BEHIND THE SCANNER- At the time of the NRHP nomination the Old Stagecoach Stop was in the advanced stages of neglect. In 1983 citizens incorporated the Old Stagecoach Stop Foundation for the express purpose of saving the building from demolition. Thanks to their success the building also now serves as a museum. You can visit the Old Stagecoach Stop Museum every Saturday April through September from 10 am until 4 pm. Admission is free, donations are accepted. Make sure to visit the nearby Route 66 Courthouse Museum also!
GPS Coordinates: 37.829205, -92.200511
Freedom Church– Located in Dixon, one of Pulaski County’s Frisco Railroad boom towns. At one point in time this rural community was home to 22 churches of various denominations.
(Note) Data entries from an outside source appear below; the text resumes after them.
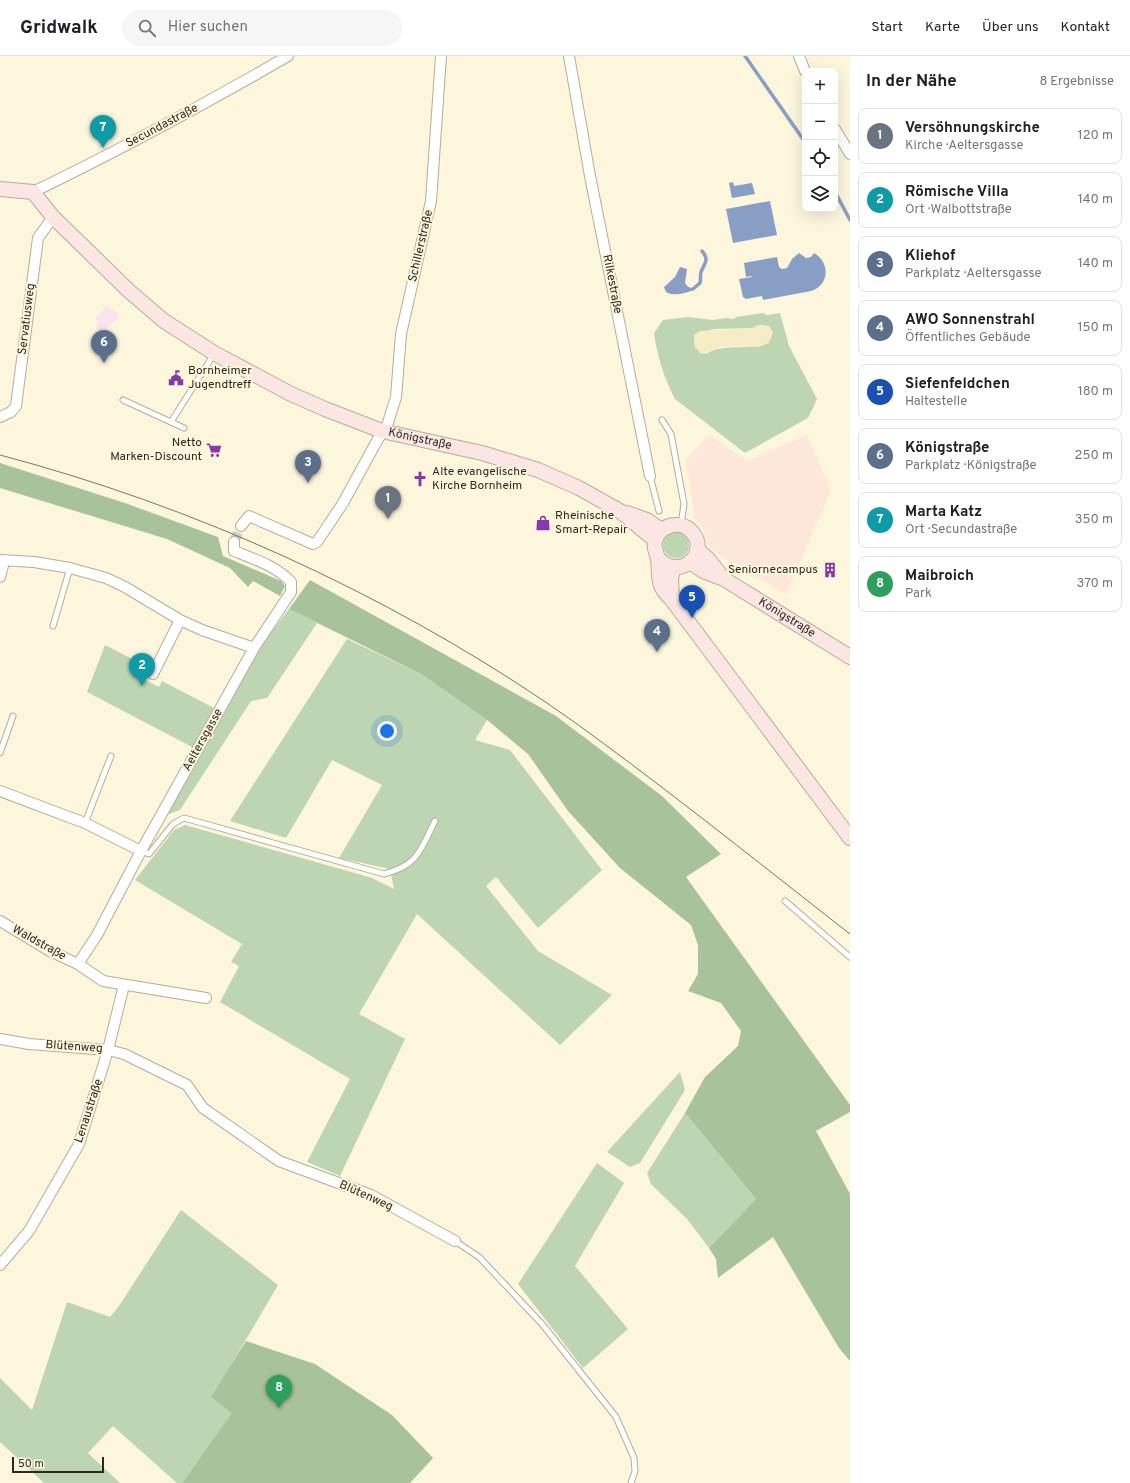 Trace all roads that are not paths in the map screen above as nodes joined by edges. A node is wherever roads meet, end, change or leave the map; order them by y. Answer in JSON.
{"nodes":[{"id":1,"x":288,"y":56,"type":"edge"},
{"id":2,"x":441,"y":56,"type":"edge"},
{"id":3,"x":569,"y":56,"type":"edge"},
{"id":4,"x":799,"y":56,"type":"edge"},
{"id":5,"x":804,"y":68,"type":"edge"},
{"id":6,"x":838,"y":134,"type":"edge"},
{"id":7,"x":850,"y":154,"type":"edge"},
{"id":8,"x":0,"y":188,"type":"edge"},
{"id":9,"x":32,"y":192,"type":"junction"},
{"id":10,"x":53,"y":217,"type":"junction"},
{"id":11,"x":214,"y":353,"type":"junction"},
{"id":12,"x":124,"y":400,"type":"dead end"},
{"id":13,"x":0,"y":417,"type":"edge"},
{"id":14,"x":662,"y":420,"type":"dead end"},
{"id":15,"x":171,"y":422,"type":"junction"},
{"id":16,"x":184,"y":428,"type":"dead end"},
{"id":17,"x":382,"y":431,"type":"junction"},
{"id":18,"x":650,"y":476,"type":"joint"},
{"id":19,"x":659,"y":511,"type":"dead end"},
{"id":20,"x":681,"y":525,"type":"junction"},
{"id":21,"x":241,"y":526,"type":"tunnel mouth"},
{"id":22,"x":658,"y":535,"type":"junction"},
{"id":23,"x":234,"y":542,"type":"dead end"},
{"id":24,"x":697,"y":549,"type":"junction"},
{"id":25,"x":658,"y":558,"type":"junction"},
{"id":26,"x":2,"y":561,"type":"edge"},
{"id":27,"x":690,"y":562,"type":"junction"},
{"id":28,"x":70,"y":568,"type":"junction"},
{"id":29,"x":674,"y":568,"type":"junction"},
{"id":30,"x":0,"y":577,"type":"edge"},
{"id":31,"x":724,"y":579,"type":"junction"},
{"id":32,"x":672,"y":600,"type":"junction"},
{"id":33,"x":180,"y":620,"type":"junction"},
{"id":34,"x":53,"y":626,"type":"dead end"},
{"id":35,"x":254,"y":648,"type":"junction"},
{"id":36,"x":850,"y":657,"type":"edge"},
{"id":37,"x":153,"y":674,"type":"dead end"},
{"id":38,"x":13,"y":716,"type":"dead end"},
{"id":39,"x":0,"y":753,"type":"edge"},
{"id":40,"x":111,"y":756,"type":"dead end"},
{"id":41,"x":0,"y":791,"type":"edge"},
{"id":42,"x":435,"y":821,"type":"dead end"},
{"id":43,"x":85,"y":823,"type":"junction"},
{"id":44,"x":850,"y":838,"type":"edge"},
{"id":45,"x":141,"y":851,"type":"junction"},
{"id":46,"x":785,"y":901,"type":"dead end"},
{"id":47,"x":0,"y":921,"type":"edge"},
{"id":48,"x":850,"y":957,"type":"edge"},
{"id":49,"x":78,"y":964,"type":"junction"},
{"id":50,"x":124,"y":985,"type":"junction"},
{"id":51,"x":206,"y":998,"type":"dead end"},
{"id":52,"x":0,"y":1040,"type":"edge"},
{"id":53,"x":108,"y":1050,"type":"junction"},
{"id":54,"x":455,"y":1240,"type":"joint"},
{"id":55,"x":0,"y":1265,"type":"edge"},
{"id":56,"x":631,"y":1483,"type":"edge"}],
"edges":[{"from":1,"to":9,"type":"street","name":"Secundastraße"},
{"from":2,"to":17,"type":"street","name":"Schillerstraße"},
{"from":3,"to":18,"type":"street","name":"Rilkestraße"},
{"from":4,"to":5,"type":"street"},
{"from":6,"to":7,"type":"street"},
{"from":8,"to":9,"type":"street"},
{"from":9,"to":10,"type":"street","name":"Königstraße"},
{"from":10,"to":11,"type":"street","name":"Königstraße"},
{"from":10,"to":13,"type":"street","name":"Servatiusweg"},
{"from":11,"to":15,"type":"lane"},
{"from":11,"to":17,"type":"street","name":"Königstraße"},
{"from":12,"to":15,"type":"lane"},
{"from":14,"to":20,"type":"lane"},
{"from":15,"to":16,"type":"lane"},
{"from":17,"to":21,"type":"street"},
{"from":17,"to":22,"type":"street","name":"Königstraße"},
{"from":18,"to":19,"type":"lane","name":"Rilkestraße"},
{"from":20,"to":22,"type":"street"},
{"from":20,"to":24,"type":"street","name":"Königstraße"},
{"from":22,"to":25,"type":"street"},
{"from":23,"to":35,"type":"street","name":"Aeltersgasse"},
{"from":24,"to":27,"type":"street"},
{"from":24,"to":31,"type":"street","name":"Königstraße"},
{"from":25,"to":29,"type":"street"},
{"from":25,"to":32,"type":"street"},
{"from":26,"to":28,"type":"street"},
{"from":26,"to":30,"type":"street"},
{"from":27,"to":29,"type":"street"},
{"from":27,"to":31,"type":"street","name":"Königstraße"},
{"from":28,"to":33,"type":"street"},
{"from":28,"to":34,"type":"lane"},
{"from":29,"to":32,"type":"street"},
{"from":31,"to":36,"type":"street","name":"Königstraße"},
{"from":32,"to":44,"type":"street"},
{"from":33,"to":35,"type":"street"},
{"from":33,"to":37,"type":"street"},
{"from":35,"to":45,"type":"street","name":"Aeltersgasse"},
{"from":38,"to":39,"type":"lane"},
{"from":40,"to":43,"type":"lane"},
{"from":41,"to":43,"type":"street"},
{"from":42,"to":45,"type":"lane"},
{"from":43,"to":45,"type":"street"},
{"from":45,"to":49,"type":"street","name":"Aeltersgasse"},
{"from":46,"to":48,"type":"lane"},
{"from":47,"to":49,"type":"street","name":"Waldstraße"},
{"from":49,"to":50,"type":"street"},
{"from":50,"to":51,"type":"street"},
{"from":50,"to":53,"type":"street","name":"Lenaustraße"},
{"from":52,"to":53,"type":"street","name":"Blütenweg"},
{"from":53,"to":54,"type":"street","name":"Blütenweg"},
{"from":53,"to":55,"type":"street","name":"Lenaustraße"},
{"from":54,"to":56,"type":"lane","name":"Blütenweg"}]}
This portal is a waypoint on the “Dixon, MO Steeplechase” mission.
BEHIND THE SCANNER- Di Trapani’s Italian Bistro is a destination restaurant near Dixon that features mouth watering dishes and breathtaking views of Portuguese Point on the Gasconade River. Each September Dixon is home to ShrimpFestival and Cow Days- a multi day street festival that dates back to the Great Depression. Nearby Boiling Spring Campground is home to Mid-Missouri’s largest precision cut corn maze each Fall. Baseball fans should make the pilgrimage to Wally Schang’s final resting place in Dixon Cemetery.
GPS Coordinates: 37.991892, -92.095468
Frisco Caboose Monument– Crocker is also one of Pulaski County’s Frisco Railroad boom towns and the town has a deep appreciation of its railroading heritage. Prominently featured in Norma Lea’s Frisco Park, this bright red caboose is an eye catcher. This cupola caboose was built out of a boxcar in 1975 in Springfield, MO and was originally numbered #1418. It acquired it’s #11648 number via the Burlington Northern railroad company before it was retired. This portal is a waypoint on the “Crocker Fireball Run” mission.
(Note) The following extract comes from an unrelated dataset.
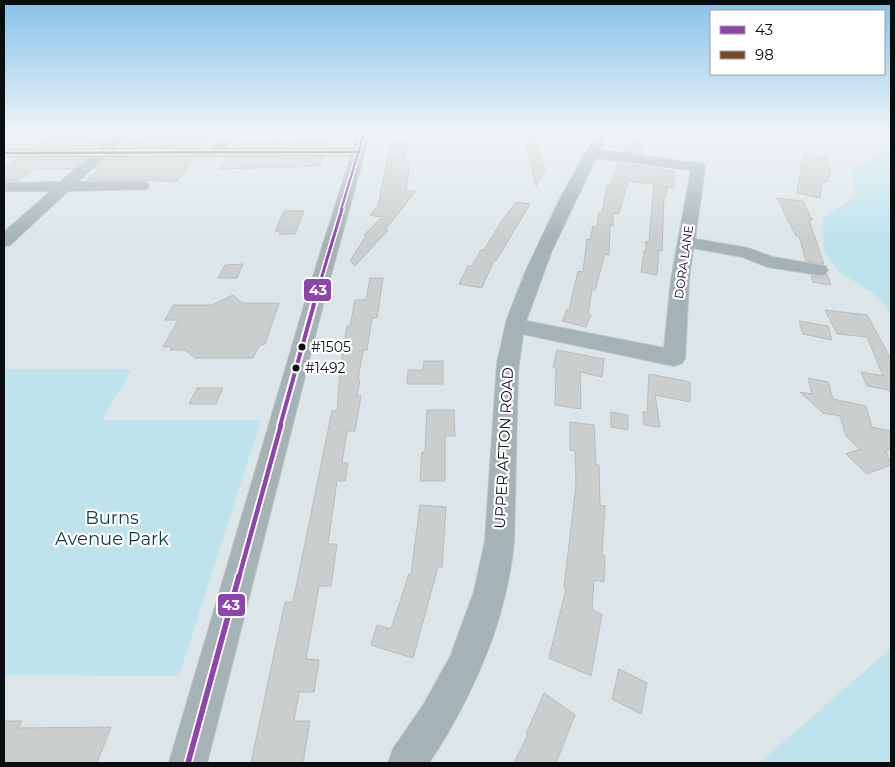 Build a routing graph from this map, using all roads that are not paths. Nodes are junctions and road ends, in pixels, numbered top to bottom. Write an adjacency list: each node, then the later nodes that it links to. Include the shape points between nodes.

BEHIND THE SCANNER- Crocker’s Frisco Caboose, and the nearby Frisco Depot Museum, are featured in Season 8 of Fireball Run. The museum is open by appointment and during the annual Railroad Days festival.
GPS Coordinates: 37.949155, -92.263543
Burlington Northern Caboose– Richland is Pulaski County’s western most railroad town and Burlington Northern Caboose #11339 has made its home in Shady Dell Park. This cupola caboose was built in 1951 as #1007 for Northern Pacific Railway. After Northern Pacific was merged into Burlington Northern in 1970 this caboose operated in Earlville, Illinois. An archived photograph by Chuck Zeiler documents this caboose in Clyde, Illinois during 1981. This portal is a waypoint on the “Richland- Frisco Boom Town” mission.
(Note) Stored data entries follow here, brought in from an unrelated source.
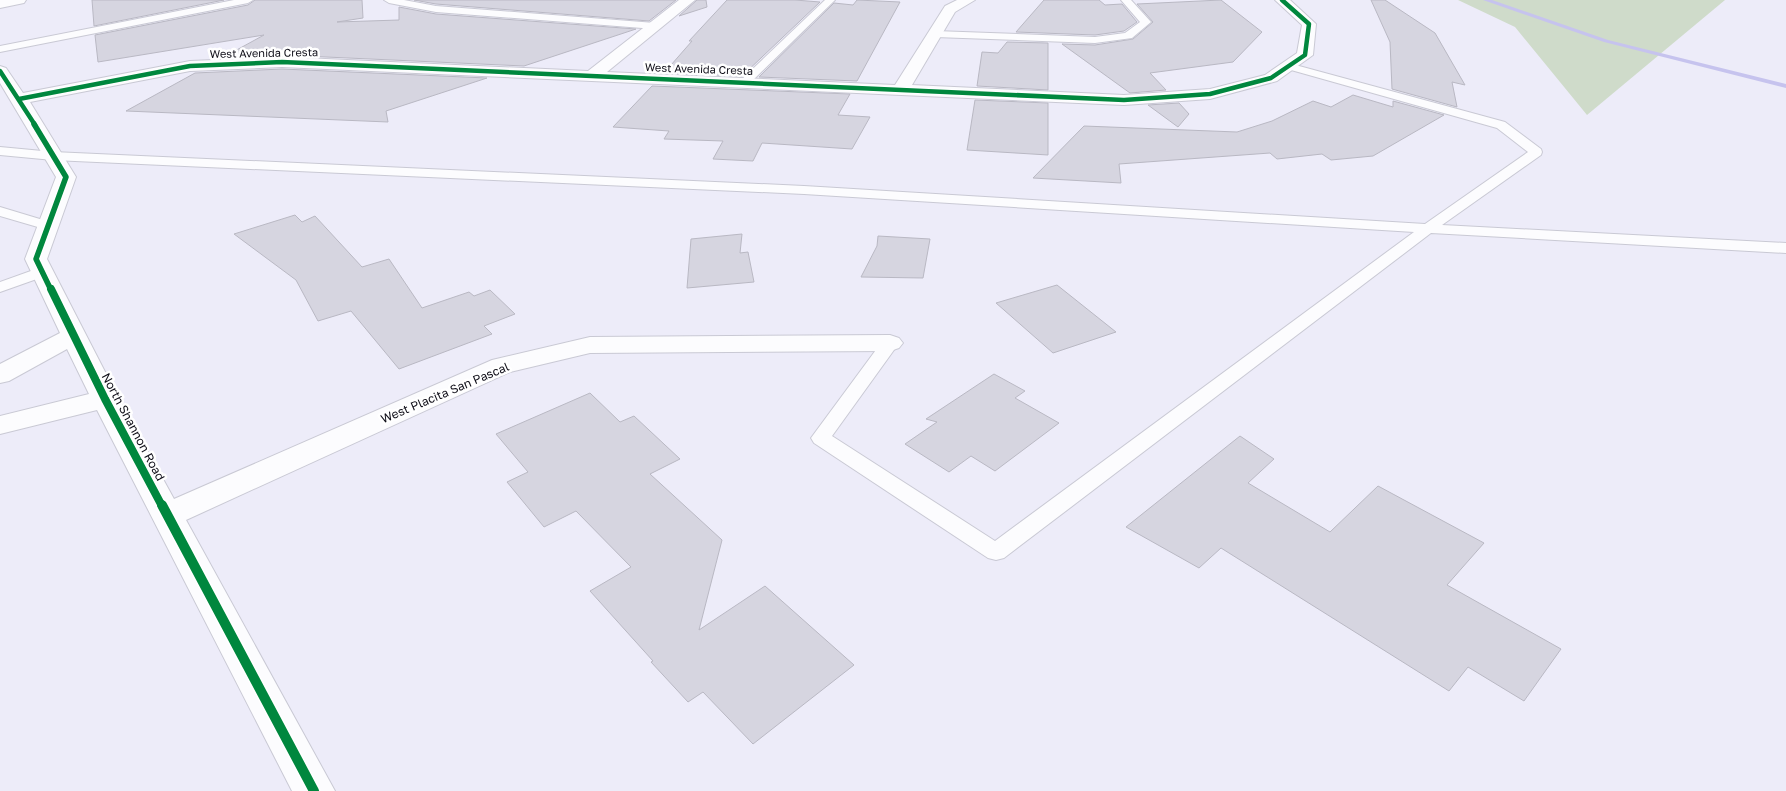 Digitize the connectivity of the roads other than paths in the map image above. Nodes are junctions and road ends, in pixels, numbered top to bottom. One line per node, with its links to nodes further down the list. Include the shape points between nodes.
1 (19, 0): 9 (street)
2 (248, 0): 12 (lane)
3 (388, 0): 10 (lane, via 436,9)
4 (688, 0): 10 (street)
5 (830, 0): 16 (lane)
6 (968, 0): 11 (street, via 950,9)
7 (1126, 0): 11 (lane, via 1146,22 1128,36 1095,40)
8 (1282, 0): 13 (street, West Avenida Cresta, via 1309,24 1305,55)
9 (0, 4)
10 (655, 26): 15 (street)
11 (935, 34): 17 (street)
12 (0, 49)
13 (1288, 66): 17 (street, West Avenida Cresta, via 1271,78 1210,94 1124,100); 23 (lane, via 1501,125 1536,152)
14 (0, 71): 18 (street, North Shannon Road)
15 (592, 76): 16 (street, West Avenida Cresta); 18 (street, West Avenida Cresta, via 282,62 190,66)
16 (744, 83): 17 (street, West Avenida Cresta)
17 (901, 89)
18 (19, 99): 20 (street, North Shannon Road)
19 (0, 151): 20 (lane)
20 (53, 156): 22 (street, North Shannon Road, via 66,177); 23 (lane, via 1052,204)
21 (0, 211): 22 (lane)
22 (48, 226): 25 (street, North Shannon Road, via 36,259)
23 (1429, 229): 24 (lane); 28 (lane, via 996,552 821,438)
24 (1786, 248)
25 (42, 272): 26 (lane); 27 (street, North Shannon Road)
26 (0, 287)
27 (74, 335): 29 (street); 30 (street, North Shannon Road)
28 (890, 343): 32 (street, West Placita San Pascal, via 590,345 510,364)
29 (0, 375)
30 (105, 399): 31 (street); 32 (street, North Shannon Road)
31 (0, 425)
32 (167, 515): 33 (street, North Shannon Road)
33 (314, 791)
BEHIND THE SCANNER- The intersection of Pine and McClurg streets is a pristine example of a typical layout of a railroad town. Commercial buildings are located on each side of the tracks. On the southeast corner is H.E. Warren Store. This store was founded by Captain Henry Ernest Warren in 1869 and is still owned and operated by his descendants 146 years later. This store is believed to be one of the longest continually operating family stores in Missouri.